Jeongguk garip bir ifadeyle kendisine bakmaya devam etti. Oldukça genç gözüküyordu oysaki. Nedendir bilinmez, evli olabileceğini bile düşünmemişti. Taehyung onun bu garip ifadesini gördüğünde telaşla ellerini salladı.
"Ha-hayır! Çocuklarım derken, yani çocuklar benim değil. Hayır benim çocuklarım da, ben doğurmadım! Amaaan, öğrencilerim yani!"

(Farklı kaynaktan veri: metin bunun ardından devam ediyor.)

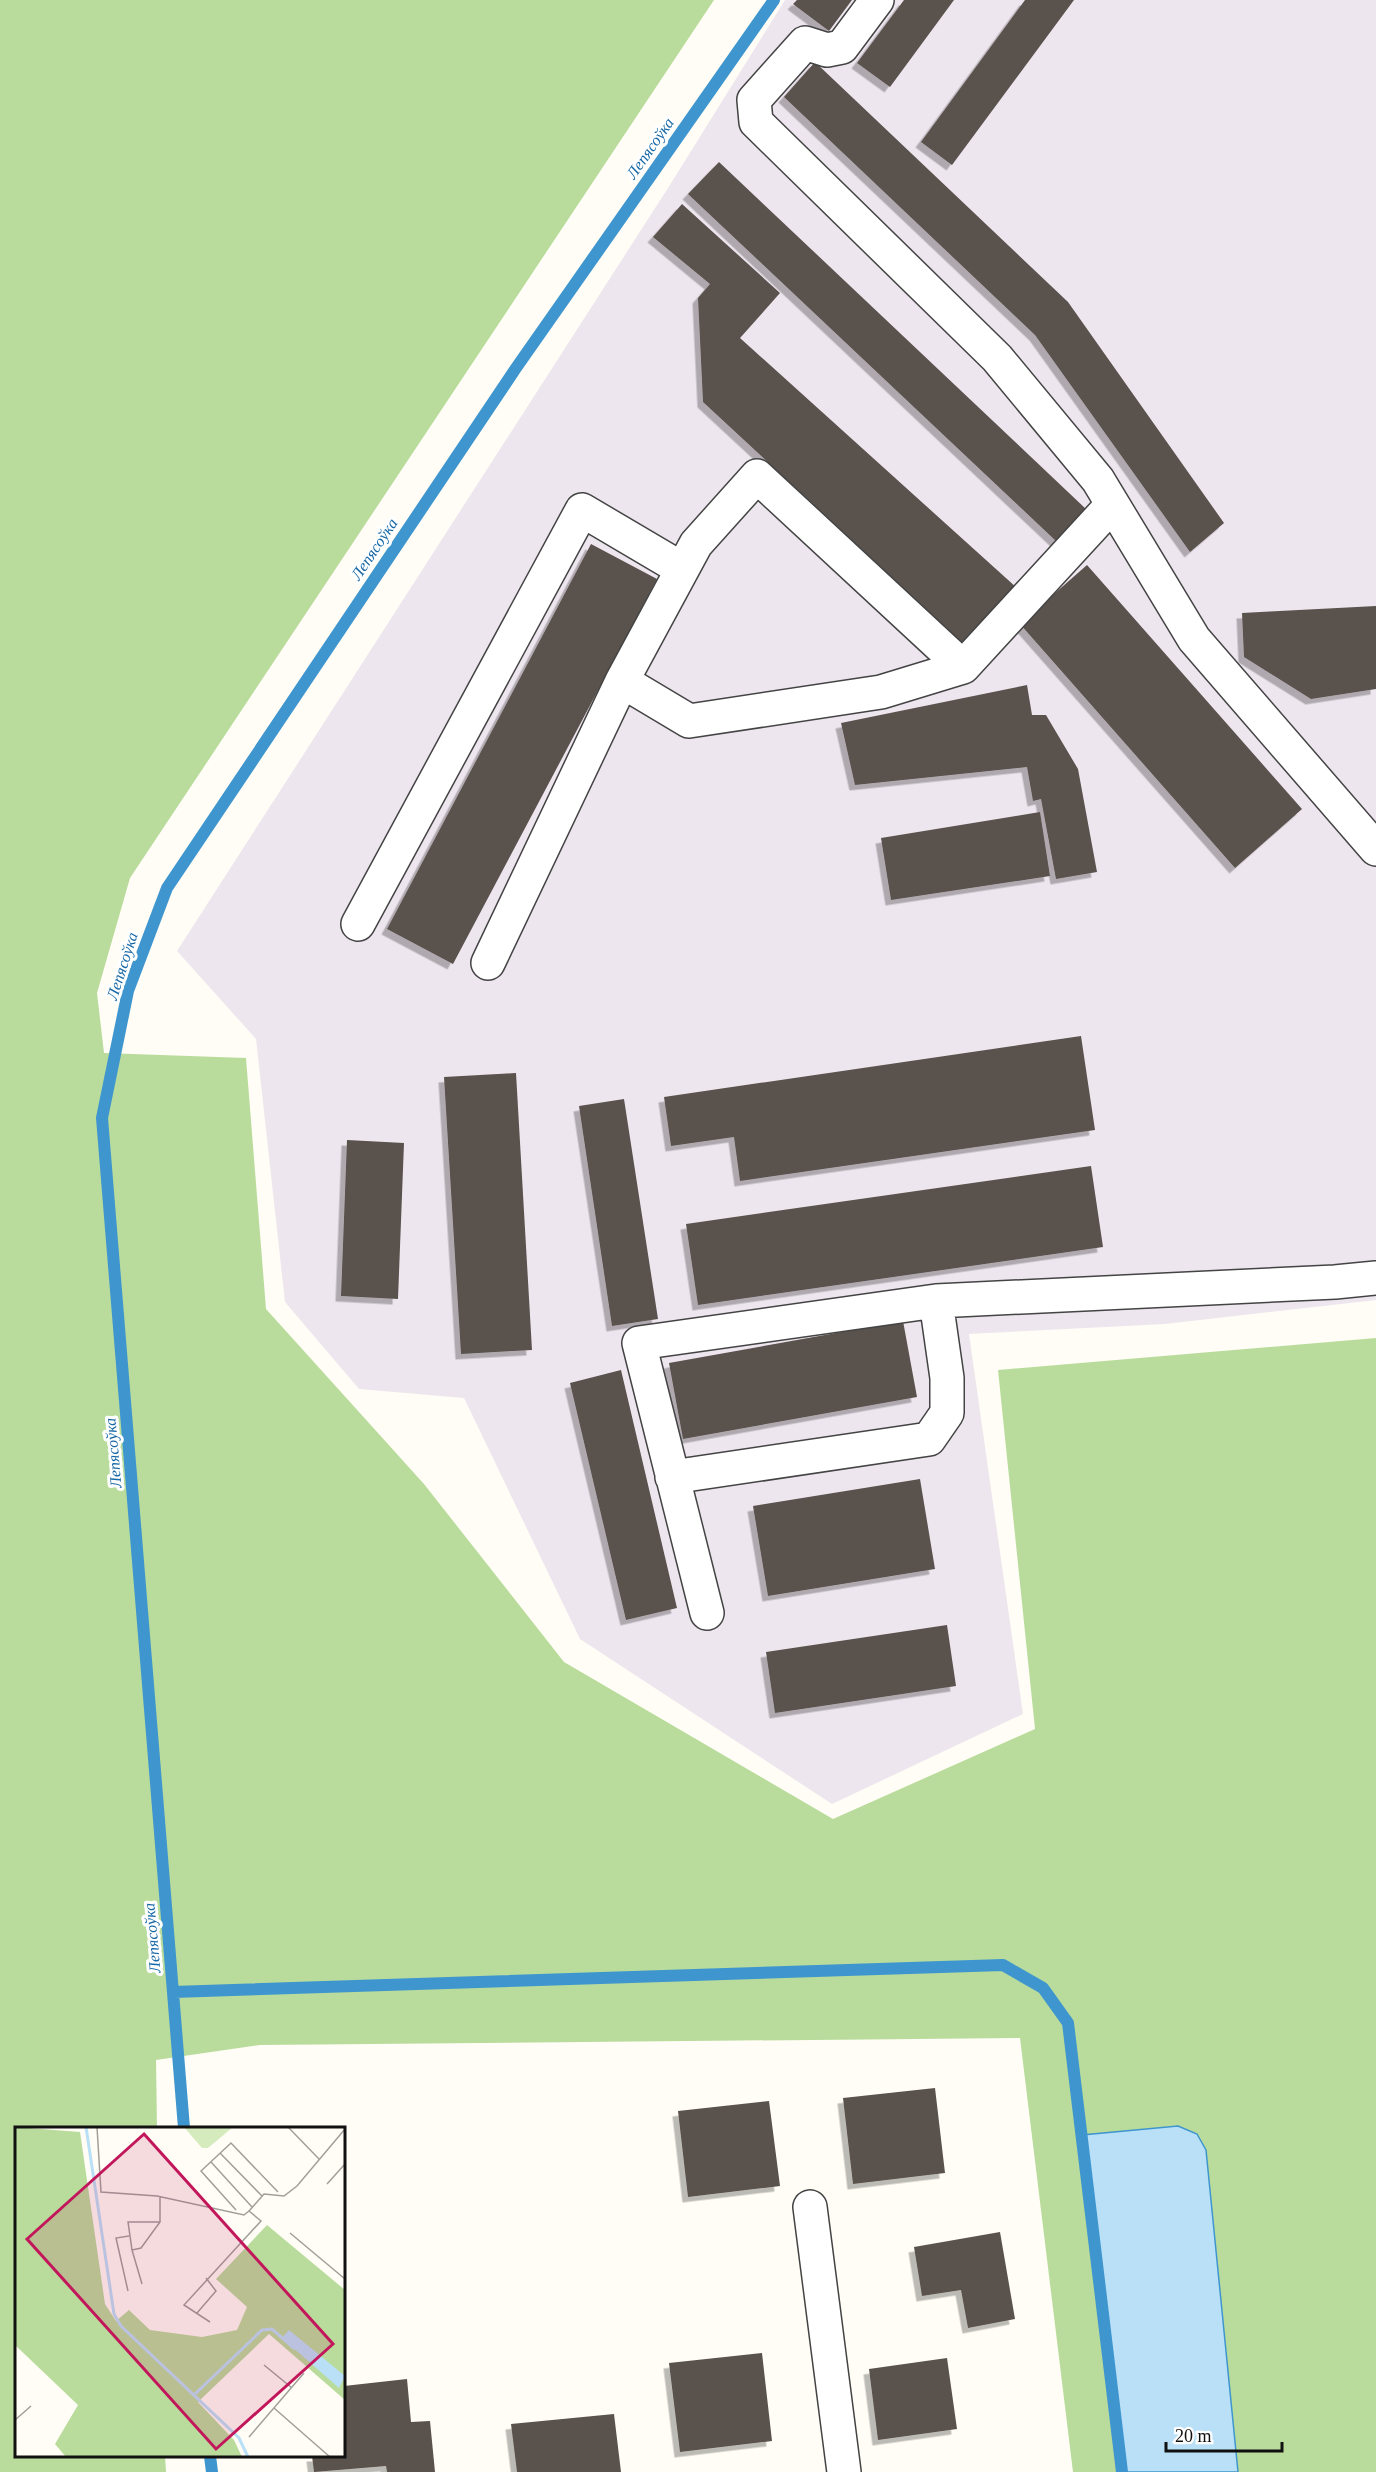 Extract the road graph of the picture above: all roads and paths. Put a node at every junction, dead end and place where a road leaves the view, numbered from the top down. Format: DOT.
graph roads {
  1 [pos="877,0"];
  2 [pos="1112,505"];
  3 [pos="682,569"];
  4 [pos="963,667"];
  5 [pos="622,681"];
  6 [pos="1376,849"];
  7 [pos="358,924"];
  8 [pos="488,963"];
  9 [pos="1376,1278"];
  10 [pos="936,1301"];
  11 [pos="672,1477"];
  12 [pos="706,1613"];
  13 [pos="810,2207"];
  14 [pos="844,2472"];
  1 -- 2 [label="lane"];
  2 -- 4 [label="lane"];
  2 -- 6 [label="lane"];
  3 -- 4 [label="lane"];
  3 -- 5 [label="lane"];
  3 -- 7 [label="lane"];
  4 -- 5 [label="lane"];
  5 -- 8 [label="lane"];
  9 -- 10 [label="lane"];
  10 -- 11 [label="lane"];
  10 -- 11 [label="lane"];
  11 -- 12 [label="lane"];
  13 -- 14 [label="lane"];
}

Jeongguk anladığını belli edercesine gözlerini kırpıştırdı lakin bu telaşlı genç adamın onları buraya neden getirdiğini anlamamıştı. Taehyung onun iç sesini duymuş gibi konuşmaya başladı.
"Sana hediyelerini sunmak için geldiler. Onlara sürekli seni anlatıyorum biliyor musun? Diyorum ki, kocaman gözleri size ilk bakışta boş gelebilir, lakin evrenin oluşumundaki gibi bir patlama bekliyor galaksileri barındırmak için!"
Taehyung bir süre hevesle Jeongguk'a baksa da, sessiz ve bunu istemeyen bakışları gördüğünde usulca omuzlarını indirdi. Kendini olumsuz bir cevaba hazırlamıştı lakin yine de bir umut kabul etsin istiyordu. Jeongguk'un yorganı tamamen üstüne çekerek içeri gömüldüğünü gördüğünde, aslında sorunun çocukları görmek istememesi olmadığını anlayıverdi. Mahzun bir tavırla indirdiği kaşları havalandı. Seri adımlarla Jeongguk'un yanına adımlayıp kafasına kadar çektiği yorganı hafifçe sıyırdı. Karşılaştığı buruk manzarayla birlikte tıpkı Jeongguk gibi doldu gözleri. Yine de gülümsedi, tüm anlayışıyla gülümsedi hem de.
"Sen kendini pis hissedebilirsin, lakin onlar bunu sorun etmez Jeongguk. Onları böyle yetiştirmedim. Onlar için pislik kavramı kötü bir koku veyahut paçoz bir görüntü değil."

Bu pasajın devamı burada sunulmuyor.